Copy out each line of the material in which the word "keys" appears.

::: GIVEN DATA

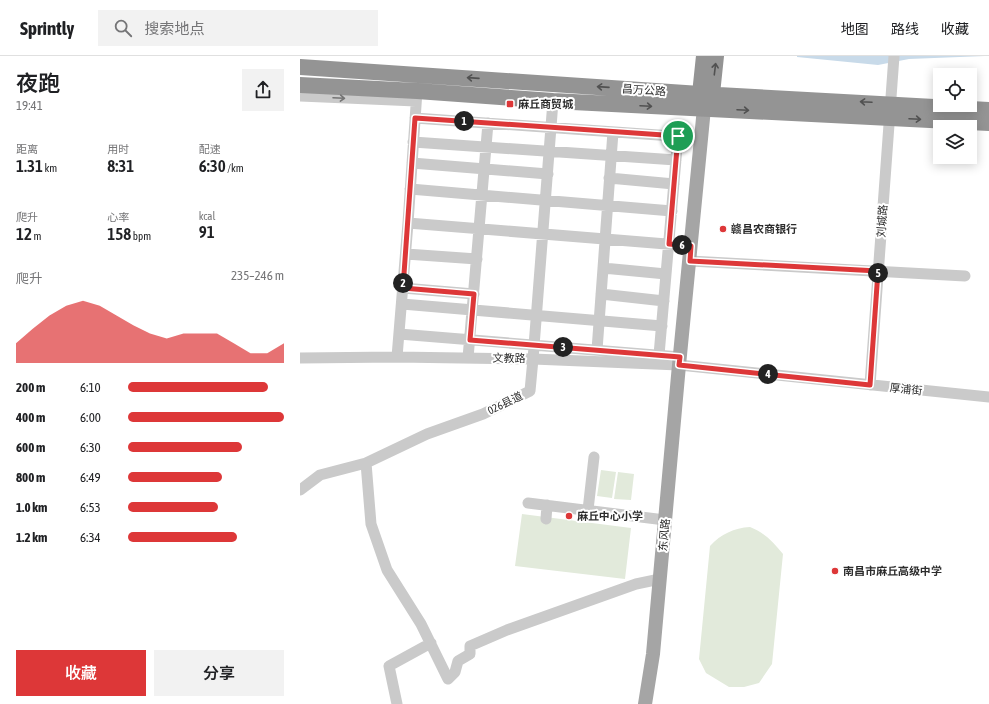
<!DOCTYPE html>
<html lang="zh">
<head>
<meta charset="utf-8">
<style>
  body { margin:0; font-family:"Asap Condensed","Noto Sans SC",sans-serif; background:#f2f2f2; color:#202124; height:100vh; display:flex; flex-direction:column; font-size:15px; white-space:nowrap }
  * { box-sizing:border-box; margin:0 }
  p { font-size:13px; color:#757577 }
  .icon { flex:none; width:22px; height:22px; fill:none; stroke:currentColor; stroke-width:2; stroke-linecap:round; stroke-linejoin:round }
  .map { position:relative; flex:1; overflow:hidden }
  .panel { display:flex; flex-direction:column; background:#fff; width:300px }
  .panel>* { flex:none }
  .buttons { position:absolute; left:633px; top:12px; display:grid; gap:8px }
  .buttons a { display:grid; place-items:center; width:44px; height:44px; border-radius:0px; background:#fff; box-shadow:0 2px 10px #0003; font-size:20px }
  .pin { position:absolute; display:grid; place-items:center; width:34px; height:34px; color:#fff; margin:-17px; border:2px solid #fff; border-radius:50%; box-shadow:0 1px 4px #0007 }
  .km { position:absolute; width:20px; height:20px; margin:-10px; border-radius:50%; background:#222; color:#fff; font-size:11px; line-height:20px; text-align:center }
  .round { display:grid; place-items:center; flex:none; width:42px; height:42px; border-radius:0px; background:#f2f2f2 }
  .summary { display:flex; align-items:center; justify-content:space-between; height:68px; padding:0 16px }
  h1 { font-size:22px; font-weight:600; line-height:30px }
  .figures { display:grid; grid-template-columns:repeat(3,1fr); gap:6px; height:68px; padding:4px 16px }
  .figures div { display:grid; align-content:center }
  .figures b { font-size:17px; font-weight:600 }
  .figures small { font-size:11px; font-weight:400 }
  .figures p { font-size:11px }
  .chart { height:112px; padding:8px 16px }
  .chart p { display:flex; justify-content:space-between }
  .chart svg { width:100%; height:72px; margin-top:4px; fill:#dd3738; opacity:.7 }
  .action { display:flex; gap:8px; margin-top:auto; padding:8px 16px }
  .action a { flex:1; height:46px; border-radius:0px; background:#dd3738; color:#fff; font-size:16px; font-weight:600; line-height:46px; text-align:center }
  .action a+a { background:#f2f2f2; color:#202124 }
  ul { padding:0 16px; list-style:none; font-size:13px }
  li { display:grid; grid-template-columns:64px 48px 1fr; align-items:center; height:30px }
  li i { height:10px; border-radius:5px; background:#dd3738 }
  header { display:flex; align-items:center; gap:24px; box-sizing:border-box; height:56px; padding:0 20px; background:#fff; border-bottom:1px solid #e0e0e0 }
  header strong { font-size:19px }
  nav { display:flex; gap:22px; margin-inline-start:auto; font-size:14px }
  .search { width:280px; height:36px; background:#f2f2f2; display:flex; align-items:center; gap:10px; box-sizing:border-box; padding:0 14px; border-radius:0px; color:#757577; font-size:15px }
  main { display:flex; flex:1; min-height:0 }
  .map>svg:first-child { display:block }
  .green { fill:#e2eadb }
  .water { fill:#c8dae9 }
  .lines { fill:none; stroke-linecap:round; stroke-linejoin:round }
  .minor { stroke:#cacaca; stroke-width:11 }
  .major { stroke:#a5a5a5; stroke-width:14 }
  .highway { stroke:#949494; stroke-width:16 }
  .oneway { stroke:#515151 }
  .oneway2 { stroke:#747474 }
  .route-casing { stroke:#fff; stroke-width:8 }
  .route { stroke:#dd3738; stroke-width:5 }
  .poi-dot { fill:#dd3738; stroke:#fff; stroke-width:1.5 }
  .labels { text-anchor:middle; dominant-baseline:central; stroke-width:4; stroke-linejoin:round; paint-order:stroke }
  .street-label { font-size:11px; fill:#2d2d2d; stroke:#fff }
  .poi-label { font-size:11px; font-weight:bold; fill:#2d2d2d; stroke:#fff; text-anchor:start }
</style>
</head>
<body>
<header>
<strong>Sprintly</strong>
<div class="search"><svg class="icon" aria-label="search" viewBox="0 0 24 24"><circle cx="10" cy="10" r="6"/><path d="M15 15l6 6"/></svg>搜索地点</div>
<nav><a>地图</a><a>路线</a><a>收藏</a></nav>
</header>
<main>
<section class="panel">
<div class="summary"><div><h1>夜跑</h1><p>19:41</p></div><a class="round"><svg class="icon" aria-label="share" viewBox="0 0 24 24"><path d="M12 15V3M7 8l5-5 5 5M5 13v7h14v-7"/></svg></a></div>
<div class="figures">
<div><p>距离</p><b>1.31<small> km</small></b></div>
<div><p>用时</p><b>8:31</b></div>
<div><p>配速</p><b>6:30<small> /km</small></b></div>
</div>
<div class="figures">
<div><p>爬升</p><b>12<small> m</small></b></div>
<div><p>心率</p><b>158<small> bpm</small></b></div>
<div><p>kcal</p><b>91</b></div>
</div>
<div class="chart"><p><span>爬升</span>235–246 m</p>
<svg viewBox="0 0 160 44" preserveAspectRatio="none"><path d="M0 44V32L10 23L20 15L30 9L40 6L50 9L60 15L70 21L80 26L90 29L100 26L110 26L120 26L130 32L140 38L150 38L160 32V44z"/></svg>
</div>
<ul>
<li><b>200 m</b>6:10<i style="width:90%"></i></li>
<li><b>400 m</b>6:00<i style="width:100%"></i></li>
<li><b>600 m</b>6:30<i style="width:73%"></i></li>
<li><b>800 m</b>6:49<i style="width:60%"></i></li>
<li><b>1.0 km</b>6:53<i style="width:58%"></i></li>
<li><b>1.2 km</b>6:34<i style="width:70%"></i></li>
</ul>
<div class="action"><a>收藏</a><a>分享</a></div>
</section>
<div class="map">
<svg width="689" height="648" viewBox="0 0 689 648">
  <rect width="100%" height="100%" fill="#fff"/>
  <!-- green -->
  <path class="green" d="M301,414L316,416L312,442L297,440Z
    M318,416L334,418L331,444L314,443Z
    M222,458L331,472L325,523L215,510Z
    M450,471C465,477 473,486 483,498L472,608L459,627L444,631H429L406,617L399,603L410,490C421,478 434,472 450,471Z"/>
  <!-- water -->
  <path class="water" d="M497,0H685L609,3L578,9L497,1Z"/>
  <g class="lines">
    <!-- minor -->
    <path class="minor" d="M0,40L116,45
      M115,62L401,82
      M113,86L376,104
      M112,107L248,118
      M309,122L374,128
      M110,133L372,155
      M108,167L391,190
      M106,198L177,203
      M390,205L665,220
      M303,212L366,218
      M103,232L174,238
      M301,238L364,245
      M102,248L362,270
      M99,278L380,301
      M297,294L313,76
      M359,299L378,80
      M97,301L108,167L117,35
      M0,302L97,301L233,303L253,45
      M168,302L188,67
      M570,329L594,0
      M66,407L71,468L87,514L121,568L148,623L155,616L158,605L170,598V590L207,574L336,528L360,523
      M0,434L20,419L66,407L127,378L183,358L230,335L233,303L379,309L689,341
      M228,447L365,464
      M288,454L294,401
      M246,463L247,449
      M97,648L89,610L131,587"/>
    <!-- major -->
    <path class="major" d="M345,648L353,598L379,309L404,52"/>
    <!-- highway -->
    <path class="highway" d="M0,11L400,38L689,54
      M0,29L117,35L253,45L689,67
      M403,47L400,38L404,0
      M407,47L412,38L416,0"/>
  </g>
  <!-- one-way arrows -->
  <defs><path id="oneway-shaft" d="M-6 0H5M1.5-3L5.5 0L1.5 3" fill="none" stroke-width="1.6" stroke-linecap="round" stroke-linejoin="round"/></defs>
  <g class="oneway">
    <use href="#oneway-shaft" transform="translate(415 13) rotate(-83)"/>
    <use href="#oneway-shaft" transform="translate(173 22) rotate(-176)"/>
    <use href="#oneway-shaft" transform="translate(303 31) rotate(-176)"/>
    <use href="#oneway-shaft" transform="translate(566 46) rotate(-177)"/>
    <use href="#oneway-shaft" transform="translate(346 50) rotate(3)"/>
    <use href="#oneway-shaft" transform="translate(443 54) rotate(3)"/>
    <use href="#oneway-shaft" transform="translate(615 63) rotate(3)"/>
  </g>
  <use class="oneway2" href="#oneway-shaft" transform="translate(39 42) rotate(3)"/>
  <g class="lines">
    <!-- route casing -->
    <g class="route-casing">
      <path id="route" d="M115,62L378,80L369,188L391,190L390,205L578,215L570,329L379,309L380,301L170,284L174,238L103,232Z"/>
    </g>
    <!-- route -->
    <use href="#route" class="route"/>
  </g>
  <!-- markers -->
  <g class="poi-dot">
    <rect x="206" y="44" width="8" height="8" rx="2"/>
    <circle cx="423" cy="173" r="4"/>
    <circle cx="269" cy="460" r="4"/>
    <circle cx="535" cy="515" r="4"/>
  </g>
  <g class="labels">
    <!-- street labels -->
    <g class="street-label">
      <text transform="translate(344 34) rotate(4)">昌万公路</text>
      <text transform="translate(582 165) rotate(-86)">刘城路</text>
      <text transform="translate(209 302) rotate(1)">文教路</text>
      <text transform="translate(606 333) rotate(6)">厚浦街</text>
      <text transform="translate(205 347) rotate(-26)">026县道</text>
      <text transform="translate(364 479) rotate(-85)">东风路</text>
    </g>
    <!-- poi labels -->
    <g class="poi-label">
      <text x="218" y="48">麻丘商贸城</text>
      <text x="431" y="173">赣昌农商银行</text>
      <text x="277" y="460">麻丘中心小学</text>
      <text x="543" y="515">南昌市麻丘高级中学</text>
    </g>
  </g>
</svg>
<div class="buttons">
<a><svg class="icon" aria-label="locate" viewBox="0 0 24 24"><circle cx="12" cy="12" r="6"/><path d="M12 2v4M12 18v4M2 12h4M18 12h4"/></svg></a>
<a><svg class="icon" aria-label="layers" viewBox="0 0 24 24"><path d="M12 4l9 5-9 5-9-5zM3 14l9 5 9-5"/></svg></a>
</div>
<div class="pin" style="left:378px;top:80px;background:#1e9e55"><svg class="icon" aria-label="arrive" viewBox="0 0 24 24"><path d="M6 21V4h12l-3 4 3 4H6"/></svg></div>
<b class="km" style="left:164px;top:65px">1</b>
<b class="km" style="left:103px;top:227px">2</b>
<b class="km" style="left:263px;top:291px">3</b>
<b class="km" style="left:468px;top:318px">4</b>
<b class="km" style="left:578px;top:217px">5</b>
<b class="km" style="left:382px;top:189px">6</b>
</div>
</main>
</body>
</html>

::::::
::: GIVEN DATA

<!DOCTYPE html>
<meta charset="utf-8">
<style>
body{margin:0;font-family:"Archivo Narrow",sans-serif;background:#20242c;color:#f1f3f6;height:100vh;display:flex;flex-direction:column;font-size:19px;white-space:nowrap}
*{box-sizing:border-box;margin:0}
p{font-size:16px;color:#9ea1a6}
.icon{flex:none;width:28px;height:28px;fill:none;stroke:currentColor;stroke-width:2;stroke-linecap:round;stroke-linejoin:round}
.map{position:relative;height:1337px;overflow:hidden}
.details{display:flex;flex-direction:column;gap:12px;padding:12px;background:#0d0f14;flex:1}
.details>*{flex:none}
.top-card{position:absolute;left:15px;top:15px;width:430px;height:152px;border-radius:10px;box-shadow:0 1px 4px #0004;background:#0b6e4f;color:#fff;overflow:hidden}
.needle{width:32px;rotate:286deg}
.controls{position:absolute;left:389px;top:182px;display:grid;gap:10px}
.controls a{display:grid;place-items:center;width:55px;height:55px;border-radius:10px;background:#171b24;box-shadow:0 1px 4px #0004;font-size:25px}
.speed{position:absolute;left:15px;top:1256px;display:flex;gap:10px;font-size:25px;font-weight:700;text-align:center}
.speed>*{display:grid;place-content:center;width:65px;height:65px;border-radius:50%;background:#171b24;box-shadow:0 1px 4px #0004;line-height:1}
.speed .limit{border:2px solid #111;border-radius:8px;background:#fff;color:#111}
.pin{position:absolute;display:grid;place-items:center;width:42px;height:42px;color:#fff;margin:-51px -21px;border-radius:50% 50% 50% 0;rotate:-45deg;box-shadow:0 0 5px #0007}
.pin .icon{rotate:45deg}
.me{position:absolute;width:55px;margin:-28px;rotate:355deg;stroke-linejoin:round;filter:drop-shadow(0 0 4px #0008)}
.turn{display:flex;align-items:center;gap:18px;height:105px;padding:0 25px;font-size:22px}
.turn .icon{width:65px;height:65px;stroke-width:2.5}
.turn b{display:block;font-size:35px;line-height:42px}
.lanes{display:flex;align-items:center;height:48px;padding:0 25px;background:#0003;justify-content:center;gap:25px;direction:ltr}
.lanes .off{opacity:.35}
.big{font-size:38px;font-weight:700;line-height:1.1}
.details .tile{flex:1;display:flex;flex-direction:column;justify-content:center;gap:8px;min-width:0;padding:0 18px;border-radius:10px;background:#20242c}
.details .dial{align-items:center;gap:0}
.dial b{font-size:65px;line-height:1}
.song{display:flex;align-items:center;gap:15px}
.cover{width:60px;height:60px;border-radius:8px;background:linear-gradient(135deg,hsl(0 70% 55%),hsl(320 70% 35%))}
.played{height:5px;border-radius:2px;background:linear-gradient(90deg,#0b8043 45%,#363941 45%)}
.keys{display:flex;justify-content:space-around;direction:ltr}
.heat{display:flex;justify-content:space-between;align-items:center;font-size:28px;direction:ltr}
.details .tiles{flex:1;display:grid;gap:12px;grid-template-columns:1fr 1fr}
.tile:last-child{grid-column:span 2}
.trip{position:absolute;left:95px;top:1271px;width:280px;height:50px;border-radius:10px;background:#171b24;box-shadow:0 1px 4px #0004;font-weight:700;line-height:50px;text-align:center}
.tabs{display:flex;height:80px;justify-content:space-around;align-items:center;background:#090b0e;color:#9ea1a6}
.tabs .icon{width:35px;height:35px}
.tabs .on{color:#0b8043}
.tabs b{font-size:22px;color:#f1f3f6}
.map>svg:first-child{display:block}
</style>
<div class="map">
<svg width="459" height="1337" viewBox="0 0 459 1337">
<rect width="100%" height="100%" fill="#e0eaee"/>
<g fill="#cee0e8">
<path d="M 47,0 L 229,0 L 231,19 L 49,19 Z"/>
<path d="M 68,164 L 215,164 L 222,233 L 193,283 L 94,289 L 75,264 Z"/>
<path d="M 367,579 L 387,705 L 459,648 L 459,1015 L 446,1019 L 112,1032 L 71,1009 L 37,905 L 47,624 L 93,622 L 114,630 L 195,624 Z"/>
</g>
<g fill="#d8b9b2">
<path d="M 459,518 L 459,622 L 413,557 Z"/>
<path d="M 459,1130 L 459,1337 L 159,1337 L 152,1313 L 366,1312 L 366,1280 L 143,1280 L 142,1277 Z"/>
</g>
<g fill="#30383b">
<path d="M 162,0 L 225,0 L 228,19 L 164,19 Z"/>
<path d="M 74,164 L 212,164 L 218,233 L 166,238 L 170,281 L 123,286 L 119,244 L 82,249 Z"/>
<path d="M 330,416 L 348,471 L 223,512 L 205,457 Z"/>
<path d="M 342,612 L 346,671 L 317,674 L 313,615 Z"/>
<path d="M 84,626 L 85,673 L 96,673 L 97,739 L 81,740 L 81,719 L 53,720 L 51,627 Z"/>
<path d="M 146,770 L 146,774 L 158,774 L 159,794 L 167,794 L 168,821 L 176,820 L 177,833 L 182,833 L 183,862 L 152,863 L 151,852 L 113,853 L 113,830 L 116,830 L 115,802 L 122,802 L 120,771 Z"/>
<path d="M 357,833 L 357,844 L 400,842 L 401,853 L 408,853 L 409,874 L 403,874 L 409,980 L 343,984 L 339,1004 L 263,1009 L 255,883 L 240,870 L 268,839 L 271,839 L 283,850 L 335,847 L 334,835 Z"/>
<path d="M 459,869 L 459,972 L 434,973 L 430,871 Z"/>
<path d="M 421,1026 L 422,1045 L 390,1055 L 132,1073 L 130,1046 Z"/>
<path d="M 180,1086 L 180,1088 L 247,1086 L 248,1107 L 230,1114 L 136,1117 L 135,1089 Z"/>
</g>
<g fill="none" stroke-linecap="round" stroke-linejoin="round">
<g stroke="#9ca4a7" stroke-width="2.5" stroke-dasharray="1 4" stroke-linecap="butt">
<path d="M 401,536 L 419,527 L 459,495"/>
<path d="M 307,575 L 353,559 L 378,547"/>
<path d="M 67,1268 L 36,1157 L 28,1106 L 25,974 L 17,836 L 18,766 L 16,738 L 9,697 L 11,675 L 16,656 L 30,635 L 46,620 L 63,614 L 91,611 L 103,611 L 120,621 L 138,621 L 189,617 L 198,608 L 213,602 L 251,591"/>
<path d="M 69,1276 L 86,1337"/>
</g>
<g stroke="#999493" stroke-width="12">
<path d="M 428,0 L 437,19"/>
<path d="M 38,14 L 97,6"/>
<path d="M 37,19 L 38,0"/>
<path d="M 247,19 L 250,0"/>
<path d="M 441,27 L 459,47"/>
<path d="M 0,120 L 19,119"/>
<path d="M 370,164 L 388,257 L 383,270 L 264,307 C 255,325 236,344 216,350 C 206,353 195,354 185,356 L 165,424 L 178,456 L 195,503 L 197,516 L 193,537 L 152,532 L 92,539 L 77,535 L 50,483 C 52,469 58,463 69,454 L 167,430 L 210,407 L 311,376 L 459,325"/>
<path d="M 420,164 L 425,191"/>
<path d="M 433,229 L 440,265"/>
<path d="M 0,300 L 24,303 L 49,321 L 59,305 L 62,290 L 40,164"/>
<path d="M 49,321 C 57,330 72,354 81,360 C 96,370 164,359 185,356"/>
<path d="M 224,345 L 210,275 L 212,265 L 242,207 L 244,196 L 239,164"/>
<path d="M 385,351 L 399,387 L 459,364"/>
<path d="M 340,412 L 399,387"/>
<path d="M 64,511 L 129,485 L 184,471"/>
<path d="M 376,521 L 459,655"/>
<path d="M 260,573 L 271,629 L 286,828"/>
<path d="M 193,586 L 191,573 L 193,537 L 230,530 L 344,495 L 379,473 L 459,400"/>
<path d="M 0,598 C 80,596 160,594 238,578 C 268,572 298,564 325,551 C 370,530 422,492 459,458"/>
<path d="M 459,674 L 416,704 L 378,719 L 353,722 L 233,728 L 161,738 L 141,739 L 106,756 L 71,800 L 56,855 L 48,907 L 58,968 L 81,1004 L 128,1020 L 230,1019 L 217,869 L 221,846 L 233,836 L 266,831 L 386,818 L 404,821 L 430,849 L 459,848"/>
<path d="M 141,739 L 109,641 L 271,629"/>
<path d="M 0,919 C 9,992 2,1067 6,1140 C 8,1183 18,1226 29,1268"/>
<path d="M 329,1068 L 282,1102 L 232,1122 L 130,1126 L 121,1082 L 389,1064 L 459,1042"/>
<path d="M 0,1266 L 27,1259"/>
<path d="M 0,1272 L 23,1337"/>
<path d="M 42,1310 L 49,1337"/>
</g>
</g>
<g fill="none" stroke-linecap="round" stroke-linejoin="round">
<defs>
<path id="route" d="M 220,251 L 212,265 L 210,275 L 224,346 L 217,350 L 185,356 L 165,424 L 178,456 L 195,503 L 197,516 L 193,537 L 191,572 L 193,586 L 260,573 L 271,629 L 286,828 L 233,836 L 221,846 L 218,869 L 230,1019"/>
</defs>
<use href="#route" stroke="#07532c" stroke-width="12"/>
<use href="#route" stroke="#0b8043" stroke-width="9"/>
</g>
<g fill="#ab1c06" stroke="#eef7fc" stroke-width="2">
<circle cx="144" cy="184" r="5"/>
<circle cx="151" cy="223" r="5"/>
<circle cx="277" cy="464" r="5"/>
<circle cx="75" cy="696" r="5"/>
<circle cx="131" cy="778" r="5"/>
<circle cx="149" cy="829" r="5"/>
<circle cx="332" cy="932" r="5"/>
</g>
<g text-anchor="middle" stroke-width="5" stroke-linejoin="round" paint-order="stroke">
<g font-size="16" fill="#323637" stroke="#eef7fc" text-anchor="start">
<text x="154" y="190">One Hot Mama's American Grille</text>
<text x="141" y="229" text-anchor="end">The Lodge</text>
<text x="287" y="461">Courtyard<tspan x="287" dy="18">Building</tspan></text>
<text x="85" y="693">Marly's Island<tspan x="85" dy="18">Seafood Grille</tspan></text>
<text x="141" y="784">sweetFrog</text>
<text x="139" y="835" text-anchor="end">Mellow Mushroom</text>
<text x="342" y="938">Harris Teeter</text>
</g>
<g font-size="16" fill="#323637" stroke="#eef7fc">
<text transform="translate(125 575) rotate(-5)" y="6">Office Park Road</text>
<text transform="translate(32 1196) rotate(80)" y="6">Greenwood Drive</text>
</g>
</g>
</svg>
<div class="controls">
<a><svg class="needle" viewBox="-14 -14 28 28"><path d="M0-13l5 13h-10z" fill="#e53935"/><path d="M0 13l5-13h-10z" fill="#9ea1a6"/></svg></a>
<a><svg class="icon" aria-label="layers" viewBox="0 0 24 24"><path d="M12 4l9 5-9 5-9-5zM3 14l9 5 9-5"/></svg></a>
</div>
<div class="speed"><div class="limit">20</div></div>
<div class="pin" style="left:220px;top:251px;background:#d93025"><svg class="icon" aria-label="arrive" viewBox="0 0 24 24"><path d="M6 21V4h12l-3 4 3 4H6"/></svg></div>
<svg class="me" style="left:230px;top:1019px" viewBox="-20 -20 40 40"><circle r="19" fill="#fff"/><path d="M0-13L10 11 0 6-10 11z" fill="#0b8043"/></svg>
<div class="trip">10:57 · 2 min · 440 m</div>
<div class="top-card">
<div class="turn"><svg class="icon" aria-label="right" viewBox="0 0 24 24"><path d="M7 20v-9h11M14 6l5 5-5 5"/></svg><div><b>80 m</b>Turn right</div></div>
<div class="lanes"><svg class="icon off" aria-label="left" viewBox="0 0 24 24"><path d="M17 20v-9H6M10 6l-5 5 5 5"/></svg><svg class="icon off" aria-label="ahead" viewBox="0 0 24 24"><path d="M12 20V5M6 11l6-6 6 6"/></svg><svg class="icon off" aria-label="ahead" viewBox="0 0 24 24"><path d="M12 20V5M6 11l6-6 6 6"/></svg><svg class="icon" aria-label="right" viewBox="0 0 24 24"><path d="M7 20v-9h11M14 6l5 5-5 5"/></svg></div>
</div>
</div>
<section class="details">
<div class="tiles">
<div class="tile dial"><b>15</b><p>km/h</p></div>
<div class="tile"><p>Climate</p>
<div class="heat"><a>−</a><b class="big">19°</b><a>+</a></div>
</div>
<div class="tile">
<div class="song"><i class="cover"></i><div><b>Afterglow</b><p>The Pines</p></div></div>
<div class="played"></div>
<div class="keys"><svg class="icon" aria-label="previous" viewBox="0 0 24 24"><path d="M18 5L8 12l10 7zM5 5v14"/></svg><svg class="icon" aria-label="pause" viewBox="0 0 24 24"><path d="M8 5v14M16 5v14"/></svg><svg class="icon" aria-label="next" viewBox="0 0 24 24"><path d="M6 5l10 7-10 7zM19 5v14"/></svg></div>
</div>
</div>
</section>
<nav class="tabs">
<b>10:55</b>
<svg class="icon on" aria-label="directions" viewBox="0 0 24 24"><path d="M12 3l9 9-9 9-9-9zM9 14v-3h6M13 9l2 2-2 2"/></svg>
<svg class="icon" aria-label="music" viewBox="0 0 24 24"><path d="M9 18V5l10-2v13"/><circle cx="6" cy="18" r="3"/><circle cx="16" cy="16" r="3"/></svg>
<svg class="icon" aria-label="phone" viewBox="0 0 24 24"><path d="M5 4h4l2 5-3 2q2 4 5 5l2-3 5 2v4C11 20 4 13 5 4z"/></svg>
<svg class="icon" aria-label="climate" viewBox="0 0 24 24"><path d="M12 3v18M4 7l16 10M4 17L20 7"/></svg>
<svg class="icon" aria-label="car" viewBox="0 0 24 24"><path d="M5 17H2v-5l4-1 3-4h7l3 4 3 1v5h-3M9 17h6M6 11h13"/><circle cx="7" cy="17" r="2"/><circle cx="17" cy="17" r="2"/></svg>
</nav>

::::::

• _RESPONSE TO THIS TASK_:
.keys{display:flex;justify-content:space-around;direction:ltr}
<div class="keys"><svg class="icon" aria-label="previous" viewBox="0 0 24 24"><path d="M18 5L8 12l10 7zM5 5v14"/></svg><svg class="icon" aria-label="pause" viewBox="0 0 24 24"><path d="M8 5v14M16 5v14"/></svg><svg class="icon" aria-label="next" viewBox="0 0 24 24"><path d="M6 5l10 7-10 7zM19 5v14"/></svg></div>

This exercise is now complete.